───── Data to examine
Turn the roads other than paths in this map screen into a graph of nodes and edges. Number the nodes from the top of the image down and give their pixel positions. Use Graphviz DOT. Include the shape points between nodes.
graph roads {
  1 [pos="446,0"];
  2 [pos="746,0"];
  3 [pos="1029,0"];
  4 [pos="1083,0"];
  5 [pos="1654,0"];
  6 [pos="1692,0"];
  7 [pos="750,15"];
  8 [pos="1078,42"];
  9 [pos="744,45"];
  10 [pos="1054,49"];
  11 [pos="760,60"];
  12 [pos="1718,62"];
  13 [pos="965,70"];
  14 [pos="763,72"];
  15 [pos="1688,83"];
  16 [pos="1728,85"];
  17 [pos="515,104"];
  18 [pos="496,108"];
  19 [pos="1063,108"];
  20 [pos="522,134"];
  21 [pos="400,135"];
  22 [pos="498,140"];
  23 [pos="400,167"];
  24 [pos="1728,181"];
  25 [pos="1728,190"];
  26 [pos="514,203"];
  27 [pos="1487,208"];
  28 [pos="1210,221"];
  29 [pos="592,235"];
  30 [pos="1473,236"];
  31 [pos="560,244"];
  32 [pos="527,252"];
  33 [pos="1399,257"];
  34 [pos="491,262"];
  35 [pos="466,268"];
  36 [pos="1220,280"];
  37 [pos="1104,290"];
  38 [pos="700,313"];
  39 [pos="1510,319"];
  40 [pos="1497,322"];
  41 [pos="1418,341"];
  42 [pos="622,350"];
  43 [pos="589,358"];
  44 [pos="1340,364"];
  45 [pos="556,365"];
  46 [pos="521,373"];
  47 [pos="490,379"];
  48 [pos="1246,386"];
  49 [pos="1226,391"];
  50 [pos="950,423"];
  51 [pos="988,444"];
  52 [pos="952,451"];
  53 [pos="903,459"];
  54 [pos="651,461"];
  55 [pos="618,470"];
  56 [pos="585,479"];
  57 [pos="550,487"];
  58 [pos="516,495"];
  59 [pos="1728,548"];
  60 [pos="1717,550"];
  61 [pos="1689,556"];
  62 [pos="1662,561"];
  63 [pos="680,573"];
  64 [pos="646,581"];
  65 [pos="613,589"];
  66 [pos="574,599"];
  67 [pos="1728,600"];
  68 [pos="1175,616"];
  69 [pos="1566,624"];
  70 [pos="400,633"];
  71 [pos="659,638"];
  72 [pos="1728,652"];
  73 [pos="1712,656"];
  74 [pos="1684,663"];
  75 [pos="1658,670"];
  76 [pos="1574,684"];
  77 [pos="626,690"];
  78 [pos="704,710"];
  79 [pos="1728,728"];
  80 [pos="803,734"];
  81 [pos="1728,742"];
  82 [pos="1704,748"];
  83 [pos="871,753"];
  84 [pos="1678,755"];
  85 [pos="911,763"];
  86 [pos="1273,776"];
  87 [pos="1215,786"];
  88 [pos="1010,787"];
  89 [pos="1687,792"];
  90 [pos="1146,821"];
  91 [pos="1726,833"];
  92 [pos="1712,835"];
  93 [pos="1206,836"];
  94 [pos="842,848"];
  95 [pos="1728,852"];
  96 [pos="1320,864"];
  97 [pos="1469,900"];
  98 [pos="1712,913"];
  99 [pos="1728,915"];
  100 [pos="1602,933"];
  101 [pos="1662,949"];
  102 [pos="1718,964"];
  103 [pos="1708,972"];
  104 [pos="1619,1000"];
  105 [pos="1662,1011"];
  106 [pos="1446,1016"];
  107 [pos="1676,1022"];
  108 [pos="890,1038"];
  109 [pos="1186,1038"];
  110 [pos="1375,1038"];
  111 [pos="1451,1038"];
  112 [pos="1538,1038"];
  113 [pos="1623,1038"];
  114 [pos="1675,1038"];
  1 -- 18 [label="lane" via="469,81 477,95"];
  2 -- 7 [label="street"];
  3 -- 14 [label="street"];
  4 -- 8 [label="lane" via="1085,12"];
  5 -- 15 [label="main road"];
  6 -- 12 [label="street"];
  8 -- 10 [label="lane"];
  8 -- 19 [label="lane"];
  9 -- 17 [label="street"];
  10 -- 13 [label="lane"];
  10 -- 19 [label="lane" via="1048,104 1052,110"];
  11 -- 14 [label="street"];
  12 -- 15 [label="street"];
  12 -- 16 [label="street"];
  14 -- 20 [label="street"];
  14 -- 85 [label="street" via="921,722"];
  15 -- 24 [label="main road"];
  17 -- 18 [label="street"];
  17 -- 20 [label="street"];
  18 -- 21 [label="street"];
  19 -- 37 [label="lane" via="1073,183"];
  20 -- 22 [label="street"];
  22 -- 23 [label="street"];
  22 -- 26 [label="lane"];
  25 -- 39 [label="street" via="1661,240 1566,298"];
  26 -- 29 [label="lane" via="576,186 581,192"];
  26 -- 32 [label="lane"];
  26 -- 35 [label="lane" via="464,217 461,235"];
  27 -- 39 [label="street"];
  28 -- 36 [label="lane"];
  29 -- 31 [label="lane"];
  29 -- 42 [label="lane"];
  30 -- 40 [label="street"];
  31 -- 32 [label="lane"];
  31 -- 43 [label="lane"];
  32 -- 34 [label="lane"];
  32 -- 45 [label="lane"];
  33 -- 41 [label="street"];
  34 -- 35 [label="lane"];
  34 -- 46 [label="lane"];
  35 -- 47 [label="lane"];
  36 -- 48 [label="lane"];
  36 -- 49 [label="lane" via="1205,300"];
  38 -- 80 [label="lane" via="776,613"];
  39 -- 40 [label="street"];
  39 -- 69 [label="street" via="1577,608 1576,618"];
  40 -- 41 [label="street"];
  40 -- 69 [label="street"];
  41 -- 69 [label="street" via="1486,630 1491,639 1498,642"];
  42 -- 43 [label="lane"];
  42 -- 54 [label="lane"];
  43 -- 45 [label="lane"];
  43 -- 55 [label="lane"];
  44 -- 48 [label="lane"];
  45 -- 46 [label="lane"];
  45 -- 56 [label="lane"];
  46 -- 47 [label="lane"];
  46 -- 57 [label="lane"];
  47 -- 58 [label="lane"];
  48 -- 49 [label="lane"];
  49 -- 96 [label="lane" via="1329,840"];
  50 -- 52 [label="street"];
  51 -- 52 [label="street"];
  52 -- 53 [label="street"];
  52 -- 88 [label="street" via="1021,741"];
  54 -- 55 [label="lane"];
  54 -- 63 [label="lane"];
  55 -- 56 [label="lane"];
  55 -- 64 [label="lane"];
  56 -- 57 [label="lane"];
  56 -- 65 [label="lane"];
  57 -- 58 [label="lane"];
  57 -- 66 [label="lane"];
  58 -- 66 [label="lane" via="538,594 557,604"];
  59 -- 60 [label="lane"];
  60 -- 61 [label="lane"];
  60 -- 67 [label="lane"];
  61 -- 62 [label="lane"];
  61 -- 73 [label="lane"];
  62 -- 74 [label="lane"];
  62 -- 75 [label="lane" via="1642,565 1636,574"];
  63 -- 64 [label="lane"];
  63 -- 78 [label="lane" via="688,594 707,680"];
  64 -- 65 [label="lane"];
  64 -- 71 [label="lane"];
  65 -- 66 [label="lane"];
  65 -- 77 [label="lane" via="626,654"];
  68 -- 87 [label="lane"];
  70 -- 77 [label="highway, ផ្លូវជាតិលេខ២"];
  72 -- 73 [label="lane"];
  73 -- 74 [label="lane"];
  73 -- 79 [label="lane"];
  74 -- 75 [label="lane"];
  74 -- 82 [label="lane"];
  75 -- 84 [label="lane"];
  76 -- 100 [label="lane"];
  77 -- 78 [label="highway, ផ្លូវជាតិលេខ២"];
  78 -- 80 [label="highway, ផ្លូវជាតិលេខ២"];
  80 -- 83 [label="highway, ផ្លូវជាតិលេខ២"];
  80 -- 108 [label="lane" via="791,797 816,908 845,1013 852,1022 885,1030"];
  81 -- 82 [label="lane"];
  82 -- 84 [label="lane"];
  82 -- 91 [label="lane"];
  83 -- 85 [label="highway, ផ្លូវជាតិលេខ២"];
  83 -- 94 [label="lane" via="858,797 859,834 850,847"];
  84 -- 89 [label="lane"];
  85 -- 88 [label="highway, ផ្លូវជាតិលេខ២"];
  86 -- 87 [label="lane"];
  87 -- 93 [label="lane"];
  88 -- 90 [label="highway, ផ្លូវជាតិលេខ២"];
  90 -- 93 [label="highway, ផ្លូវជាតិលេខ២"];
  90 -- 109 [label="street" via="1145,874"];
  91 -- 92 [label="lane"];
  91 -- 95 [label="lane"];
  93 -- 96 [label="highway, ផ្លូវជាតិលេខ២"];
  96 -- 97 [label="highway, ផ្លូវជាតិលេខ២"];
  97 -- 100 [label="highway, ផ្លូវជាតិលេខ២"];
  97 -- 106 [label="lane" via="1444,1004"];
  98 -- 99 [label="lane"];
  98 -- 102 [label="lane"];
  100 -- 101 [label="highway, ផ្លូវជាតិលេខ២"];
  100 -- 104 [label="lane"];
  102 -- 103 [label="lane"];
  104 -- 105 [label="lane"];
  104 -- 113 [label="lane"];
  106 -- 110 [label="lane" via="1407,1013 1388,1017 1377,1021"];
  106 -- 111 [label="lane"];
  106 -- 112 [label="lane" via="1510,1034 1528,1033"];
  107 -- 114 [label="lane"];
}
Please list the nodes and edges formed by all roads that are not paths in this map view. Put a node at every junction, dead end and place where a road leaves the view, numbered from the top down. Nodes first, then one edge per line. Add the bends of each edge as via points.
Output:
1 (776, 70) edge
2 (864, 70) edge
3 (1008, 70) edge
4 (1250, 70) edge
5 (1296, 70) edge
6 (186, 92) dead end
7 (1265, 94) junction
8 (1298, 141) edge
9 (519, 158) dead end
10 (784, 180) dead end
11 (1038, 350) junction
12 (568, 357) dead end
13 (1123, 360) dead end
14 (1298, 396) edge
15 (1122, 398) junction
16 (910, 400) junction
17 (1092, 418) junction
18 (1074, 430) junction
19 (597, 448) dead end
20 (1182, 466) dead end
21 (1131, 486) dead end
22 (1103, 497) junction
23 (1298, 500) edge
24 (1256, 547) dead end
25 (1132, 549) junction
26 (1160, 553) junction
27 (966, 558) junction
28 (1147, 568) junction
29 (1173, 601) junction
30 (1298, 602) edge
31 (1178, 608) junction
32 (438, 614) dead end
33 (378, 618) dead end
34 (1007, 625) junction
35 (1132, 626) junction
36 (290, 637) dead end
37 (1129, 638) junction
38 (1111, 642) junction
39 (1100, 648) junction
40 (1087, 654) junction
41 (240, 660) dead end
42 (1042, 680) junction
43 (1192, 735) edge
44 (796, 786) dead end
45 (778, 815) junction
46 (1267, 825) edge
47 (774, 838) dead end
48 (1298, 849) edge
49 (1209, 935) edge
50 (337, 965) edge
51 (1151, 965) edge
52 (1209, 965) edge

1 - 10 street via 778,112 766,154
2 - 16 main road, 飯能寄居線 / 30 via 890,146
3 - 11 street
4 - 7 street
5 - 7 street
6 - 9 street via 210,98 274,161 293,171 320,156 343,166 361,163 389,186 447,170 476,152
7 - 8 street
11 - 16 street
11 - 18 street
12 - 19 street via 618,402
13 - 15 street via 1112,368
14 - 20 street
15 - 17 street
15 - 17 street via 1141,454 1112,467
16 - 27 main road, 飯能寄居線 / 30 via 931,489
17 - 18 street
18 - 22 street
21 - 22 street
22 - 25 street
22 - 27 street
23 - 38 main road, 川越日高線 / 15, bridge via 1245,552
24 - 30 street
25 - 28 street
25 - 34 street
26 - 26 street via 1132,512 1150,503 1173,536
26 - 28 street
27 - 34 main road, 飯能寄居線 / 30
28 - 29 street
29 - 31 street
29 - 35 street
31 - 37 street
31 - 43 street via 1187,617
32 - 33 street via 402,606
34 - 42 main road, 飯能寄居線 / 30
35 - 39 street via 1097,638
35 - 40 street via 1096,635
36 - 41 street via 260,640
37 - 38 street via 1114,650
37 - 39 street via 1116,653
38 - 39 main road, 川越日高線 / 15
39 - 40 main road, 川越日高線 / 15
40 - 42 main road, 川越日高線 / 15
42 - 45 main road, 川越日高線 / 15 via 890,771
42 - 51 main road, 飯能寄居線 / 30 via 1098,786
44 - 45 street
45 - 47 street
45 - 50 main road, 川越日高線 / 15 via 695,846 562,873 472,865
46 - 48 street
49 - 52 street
──────────
## Exercise instructions:
The required output is a copy of each line in the records where the string "nodes" occurs.

## Task solution:
Turn the roads other than paths in this map screen into a graph of nodes and edges. Number the nodes from the top of the image down and give their pixel positions. Use Graphviz DOT. Include the shape points between nodes.
Please list the nodes and edges formed by all roads that are not paths in this map view. Put a node at every junction, dead end and place where a road leaves the view, numbered from the top down. Nodes first, then one edge per line. Add the bends of each edge as via points.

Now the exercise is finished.